Fight !

 

 

Il est question, dans Hot Space, de se faire rencontrer des personnages. Si certaines de ces rencontres sont pacifiques, beaucoup d’entre elles sont, au contraire, plutôt remplies de violence et de conflits.  Dans le second chapitre, on apprend ainsi que l’héroïne est du genre colérique. Au delà du témoignage d’un caractère « entier », il s’agit surtout d’illustrer la capacité qu’a le personnage à se battre, et si possible bien se battre.

 

 

 

 L’autre idée c’est de sortir de certains schémas propres aux récits  de super héros, personnages connus pour résoudre 90% des problèmes, en faisant rencontrer à grande vitesse leurs phalanges, coudes, genoux, ou pieds, avec la tête desdits problèmes. En gros, la solution est souvent dans le cassage de gueule. Certes, ce code narratif est jubilatoire, mais à force d’en avoir lu, ou vu, j’ai surtout remarqué qu’on empruntait trop d’éléments propres au cinéma, et moins à la « dramaturgie », en quelque sorte. D’une manière générale, les combats au corps à corps se distinguent beaucoup à travers leur aspect spectaculaire : nous avons très (trop ?) souvent droit à une véritable célébration du coup de tatane artistique à travers tronche.
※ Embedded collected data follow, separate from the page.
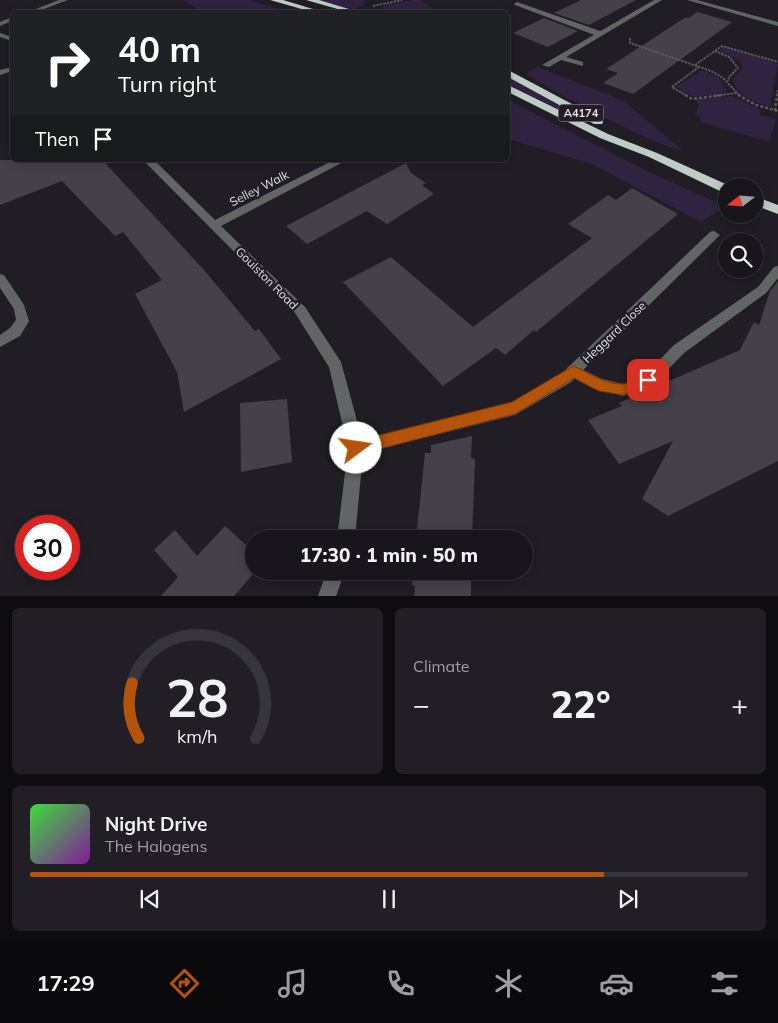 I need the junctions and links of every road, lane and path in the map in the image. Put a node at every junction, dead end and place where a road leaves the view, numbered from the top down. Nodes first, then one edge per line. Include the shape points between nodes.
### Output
1 (65, 0) edge
2 (274, 0) edge
3 (310, 0) edge
4 (402, 0) edge
5 (659, 0) edge
6 (690, 0) edge
7 (517, 4) dead end
8 (371, 7) dead end
9 (37, 10) edge
10 (312, 10) edge
11 (348, 10) edge
12 (778, 24) edge
13 (607, 30) junction
14 (600, 34) junction
15 (715, 51) junction
16 (560, 57) junction
17 (778, 62) edge
18 (580, 64) dead end
19 (546, 65) dead end
20 (695, 65) junction
21 (699, 67) junction
22 (510, 74) edge
23 (728, 82) junction
24 (510, 89) edge
25 (778, 89) edge
26 (736, 93) junction
27 (776, 111) edge
28 (653, 155) junction
29 (150, 162) edge
30 (338, 162) edge
31 (718, 185) edge
32 (763, 204) edge
33 (778, 210) edge
34 (214, 225) junction
35 (714, 235) dead end
36 (778, 270) edge
37 (0, 278) edge
38 (0, 342) edge
39 (573, 371) junction
40 (356, 448) junction
41 (347, 530) edge
42 (333, 580) edge
43 (327, 596) edge

1 - 9 street
2 - 10 highway
3 - 11 highway
4 - 8 path
5 - 13 street
6 - 12 street
7 - 14 street
13 - 14 street
13 - 20 path via 630,38 630,43
14 - 16 street
15 - 17 path via 722,46
15 - 20 path
15 - 23 path via 737,65
16 - 18 street
16 - 19 street
20 - 21 path
21 - 23 path
21 - 26 path via 672,87 692,98
22 - 28 highway, A4174
23 - 26 path
24 - 28 highway, A4174 via 604,136
25 - 27 path
26 - 27 path
28 - 31 highway, A4174
29 - 34 street, Goulston Road
30 - 34 street, Selley Walk
32 - 33 highway
34 - 40 street, Goulston Road via 300,310 336,366
35 - 39 street, Heggard Close
36 - 39 street via 762,290 679,349 648,380 623,390 599,385
37 - 38 street via 20,308 22,321 15,332
39 - 40 street, Heggard Close via 515,408
40 - 41 street, Goulston Road
42 - 43 street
Ça en devient systématique au point que l’effet cathartique en devient faussé.

 

 

 

 Certes, à l’œil, c’est sympa, mais en matière de message, on a du mal à comprendre l’efficacité de tel ou tel combat, jusqu’au moment où l’un des deux combattants d’un duel reste au sol. La question que je me suis posée réside dans la transmission  graphique de la douleur. Comment transmettre l’idée de l’efficacité, ou l’âpreté, d’un combat, à travers les cases d’une planche ?

 

 

 

 Pour cette séquence, il a fallu donc découper très en amont toutes les étapes du combat qui oppose notre héroïne à trois adversaires. Ce n’est, en soit, qu’une mise en scène, mais dans cette mise en scène, il fallait savoir exactement ce qu’allait faire le personnage d’une manière logique, au regard de sa position de départ, et surtout, au regard de ses connaissances martiales. Ainsi, plusieurs prises présentes dans la planche  on été « travaillées » en amont pendant des séances d’arts martiaux, sur un tatami... évidemment, les mouvements, prises, clefs articulaires, et projections, ont été répétées sans chercher à « casser » les pratiquants. Hors de question d’envoyer des gens, avec qui on travaille, à l’hôpital !  Mais cette étape a été très importante pour vérifier la logique de l’action, et par la suite, chercher les cadrages qui permettaient de transmettre au lecteur l’âpreté de ce combat.

 

 

 

 Il va sans dire que cette méthode sera renouvelée selon les besoins.